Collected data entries
┄┄┄┄┄┄
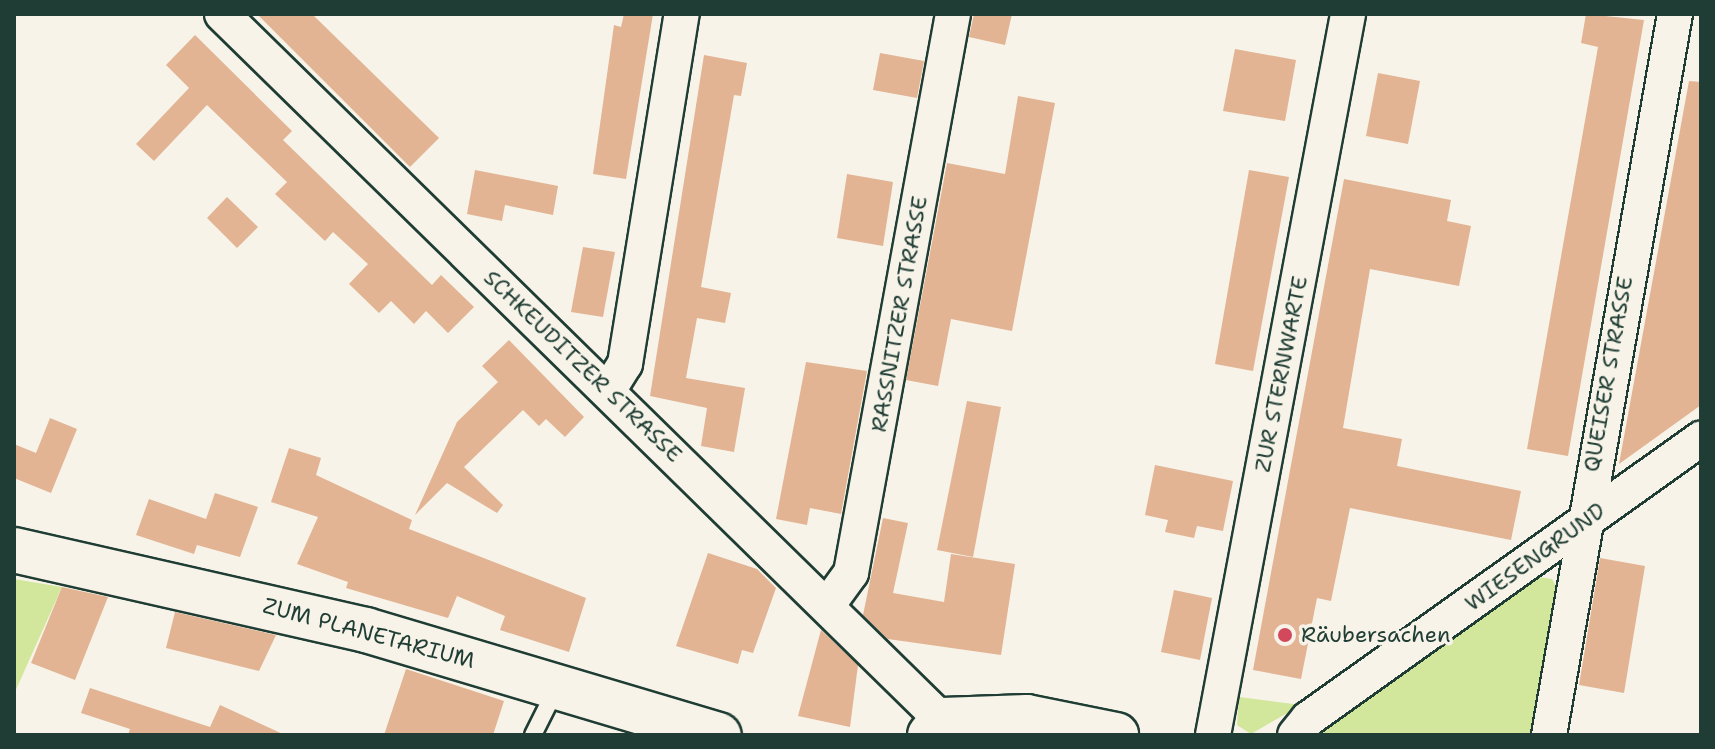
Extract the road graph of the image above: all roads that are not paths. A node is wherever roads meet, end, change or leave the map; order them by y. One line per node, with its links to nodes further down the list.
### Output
1 (222, 14): 6 (street, SCHKEUDITZER STRASSE)
2 (682, 14): 6 (street)
3 (953, 14): 10 (street, RASSNITZER STRASSE)
4 (1348, 14): 16 (street, ZUR STERNWARTE)
5 (1675, 14): 8 (street, QUEISER STRASSE)
6 (608, 391): 10 (street, SCHKEUDITZER STRASSE)
7 (1701, 439): 8 (street, WIESENGRUND)
8 (1581, 524): 17 (street, WIESENGRUND); 18 (street, QUEISER STRASSE)
9 (14, 550): 11 (street, ZUM PLANETARIUM)
10 (827, 606): 12 (street, SCHKEUDITZER STRASSE)
11 (558, 684): 13 (lane); 14 (street, ZUM PLANETARIUM)
12 (936, 728): 15 (street, SCHKEUDITZER STRASSE)
13 (533, 735)
14 (719, 735)
15 (1116, 735)
16 (1213, 735)
17 (1295, 735)
18 (1549, 735)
┄┄┄┄┄┄
Transcribe the records above exactly, leaving out every picture.

### Answer to this problem
Extract the road graph of the image above: all roads that are not paths. A node is wherever roads meet, end, change or leave the map; order them by y. One line per node, with its links to nodes further down the list.
### Output
1 (222, 14): 6 (street, SCHKEUDITZER STRASSE)
2 (682, 14): 6 (street)
3 (953, 14): 10 (street, RASSNITZER STRASSE)
4 (1348, 14): 16 (street, ZUR STERNWARTE)
5 (1675, 14): 8 (street, QUEISER STRASSE)
6 (608, 391): 10 (street, SCHKEUDITZER STRASSE)
7 (1701, 439): 8 (street, WIESENGRUND)
8 (1581, 524): 17 (street, WIESENGRUND); 18 (street, QUEISER STRASSE)
9 (14, 550): 11 (street, ZUM PLANETARIUM)
10 (827, 606): 12 (street, SCHKEUDITZER STRASSE)
11 (558, 684): 13 (lane); 14 (street, ZUM PLANETARIUM)
12 (936, 728): 15 (street, SCHKEUDITZER STRASSE)
13 (533, 735)
14 (719, 735)
15 (1116, 735)
16 (1213, 735)
17 (1295, 735)
18 (1549, 735)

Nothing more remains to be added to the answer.